Task:
Copy every line of the data exactly, keeping out any picture.

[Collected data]
=-=-=

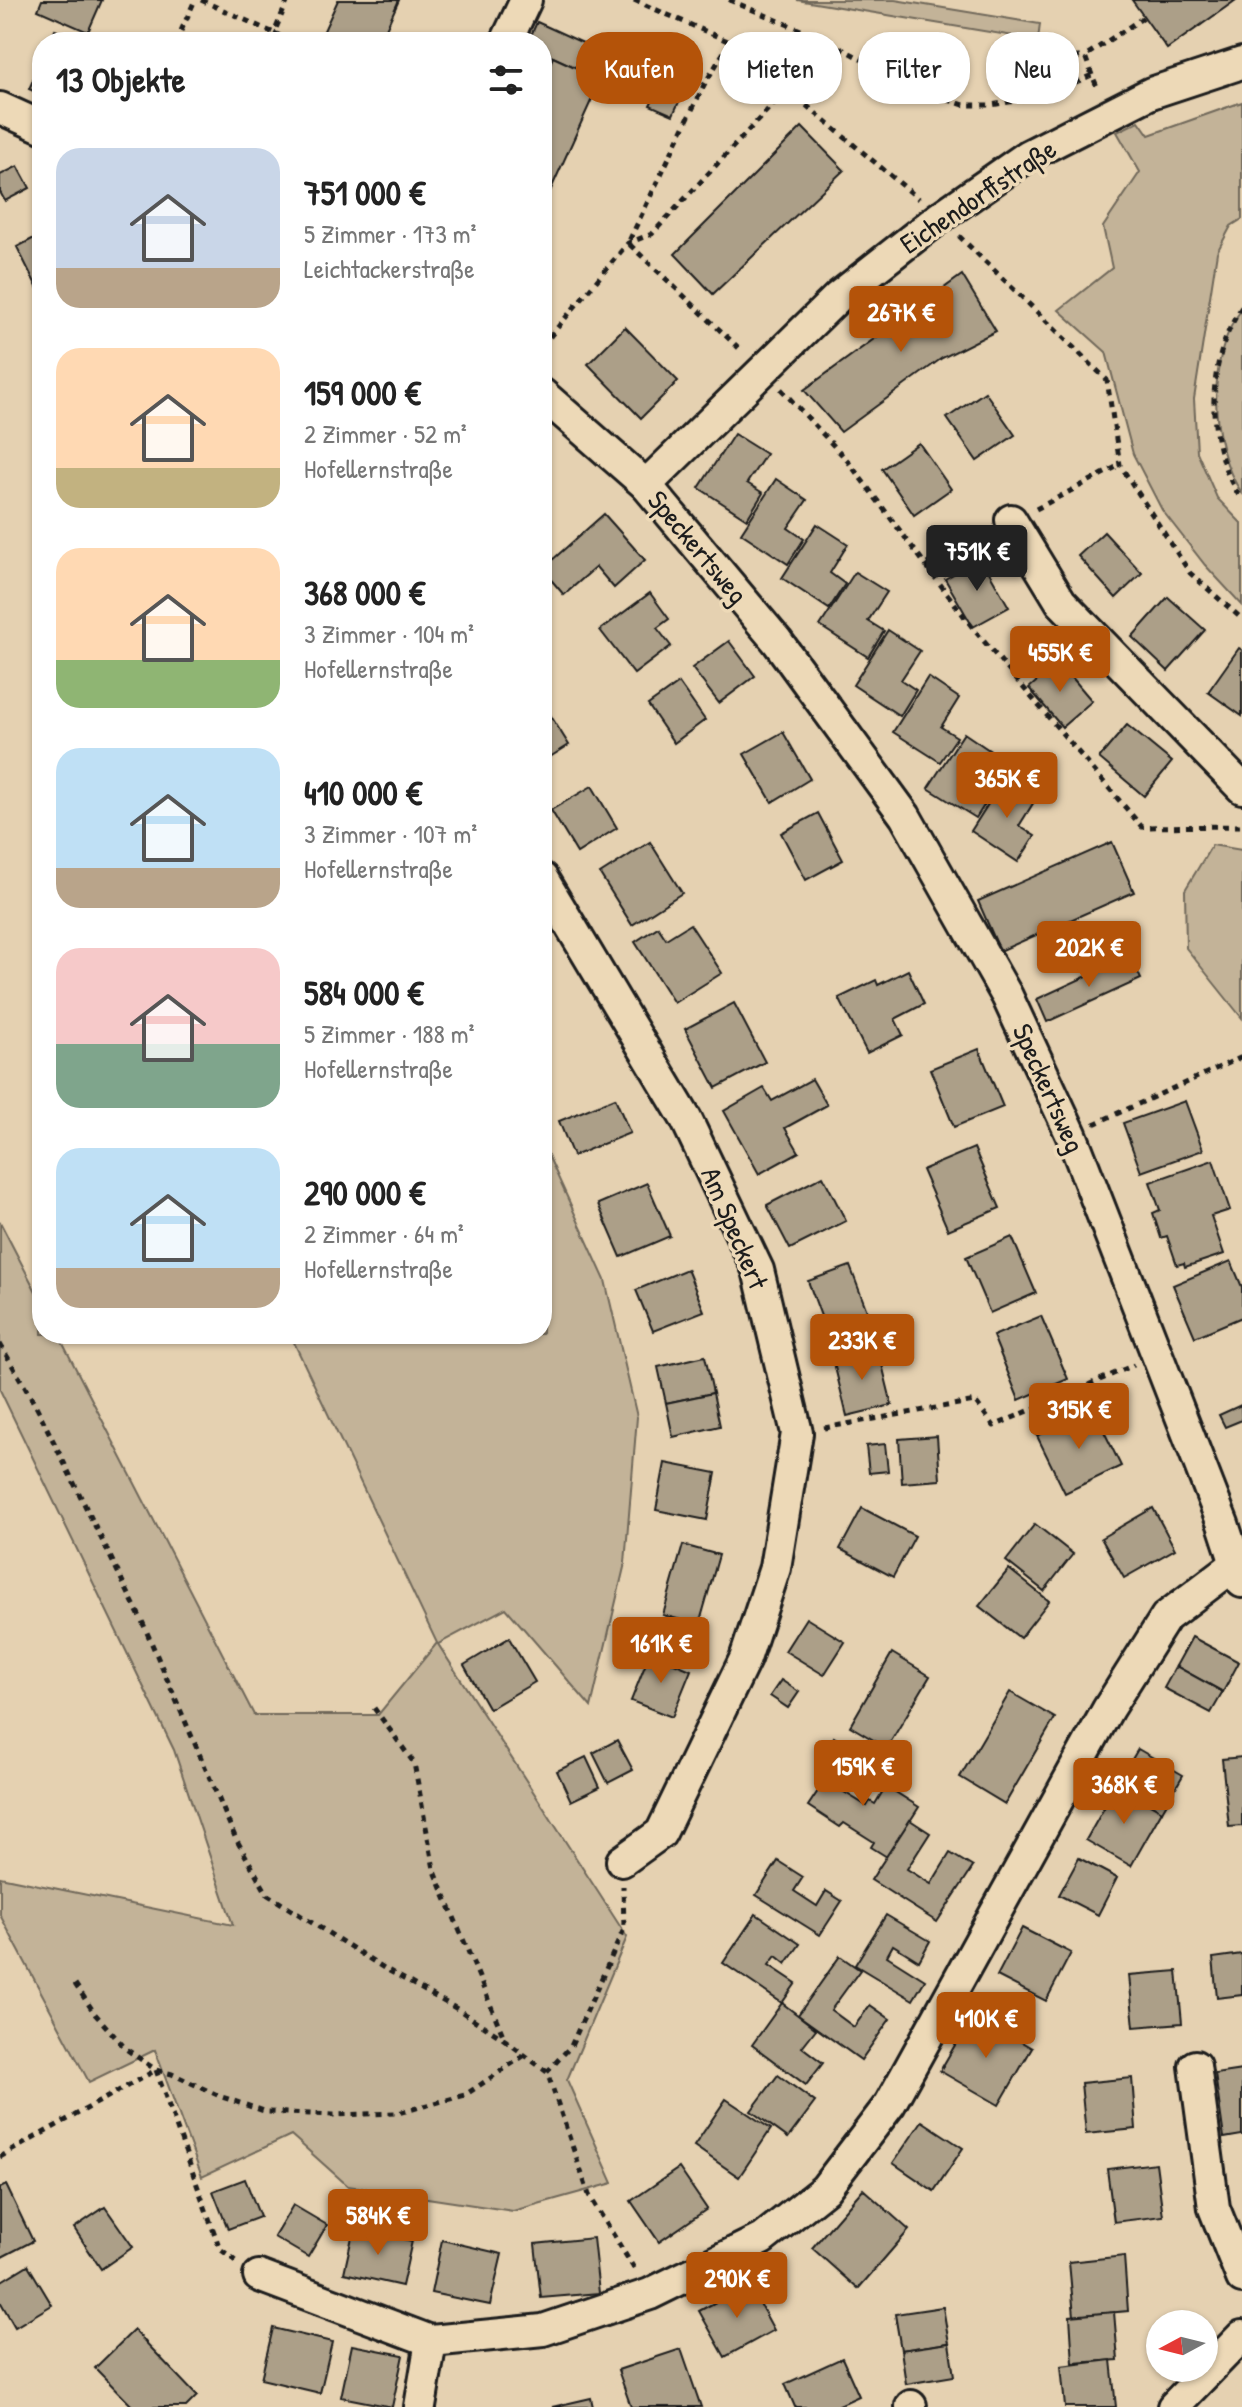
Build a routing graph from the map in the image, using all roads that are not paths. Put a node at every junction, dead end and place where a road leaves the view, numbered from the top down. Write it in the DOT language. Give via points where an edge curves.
graph roads {
  1 [pos="526,0"];
  2 [pos="511,32"];
  3 [pos="1242,63"];
  4 [pos="0,108"];
  5 [pos="32,122"];
  6 [pos="552,403"];
  7 [pos="646,485"];
  8 [pos="1011,520"];
  9 [pos="1242,788"];
  10 [pos="552,895"];
  11 [pos="1239,1573"];
  12 [pos="622,1861"];
  13 [pos="1195,2066"];
  14 [pos="259,2276"];
  15 [pos="1242,2278"];
  16 [pos="1242,2336"];
  17 [pos="431,2341"];
  18 [pos="420,2407"];
  19 [pos="1173,2407"];
  1 -- 2 [label="street"];
  3 -- 7 [label="street, Eichendorffstraße" via="1151,93 1029,155 940,217 838,297"];
  4 -- 5 [label="street"];
  6 -- 7 [label="street, Speckertsweg"];
  7 -- 11 [label="street, Speckertsweg" via="777,641 905,816 1007,996 1071,1134"];
  8 -- 9 [label="street" via="1061,602"];
  10 -- 12 [label="street, Am Speckert" via="686,1119 758,1270 797,1433 775,1568 745,1659 661,1833"];
  11 -- 17 [label="street" via="1166,1617 1108,1709 890,2104 825,2189 762,2239 650,2294 543,2330"];
  13 -- 15 [label="street" via="1214,2208"];
  14 -- 17 [label="street"];
  16 -- 19 [label="street"];
  17 -- 18 [label="street"];
}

=-=-=

Response to the exercise:
Build a routing graph from the map in the image, using all roads that are not paths. Put a node at every junction, dead end and place where a road leaves the view, numbered from the top down. Write it in the DOT language. Give via points where an edge curves.
graph roads {
  1 [pos="526,0"];
  2 [pos="511,32"];
  3 [pos="1242,63"];
  4 [pos="0,108"];
  5 [pos="32,122"];
  6 [pos="552,403"];
  7 [pos="646,485"];
  8 [pos="1011,520"];
  9 [pos="1242,788"];
  10 [pos="552,895"];
  11 [pos="1239,1573"];
  12 [pos="622,1861"];
  13 [pos="1195,2066"];
  14 [pos="259,2276"];
  15 [pos="1242,2278"];
  16 [pos="1242,2336"];
  17 [pos="431,2341"];
  18 [pos="420,2407"];
  19 [pos="1173,2407"];
  1 -- 2 [label="street"];
  3 -- 7 [label="street, Eichendorffstraße" via="1151,93 1029,155 940,217 838,297"];
  4 -- 5 [label="street"];
  6 -- 7 [label="street, Speckertsweg"];
  7 -- 11 [label="street, Speckertsweg" via="777,641 905,816 1007,996 1071,1134"];
  8 -- 9 [label="street" via="1061,602"];
  10 -- 12 [label="street, Am Speckert" via="686,1119 758,1270 797,1433 775,1568 745,1659 661,1833"];
  11 -- 17 [label="street" via="1166,1617 1108,1709 890,2104 825,2189 762,2239 650,2294 543,2330"];
  13 -- 15 [label="street" via="1214,2208"];
  14 -- 17 [label="street"];
  16 -- 19 [label="street"];
  17 -- 18 [label="street"];
}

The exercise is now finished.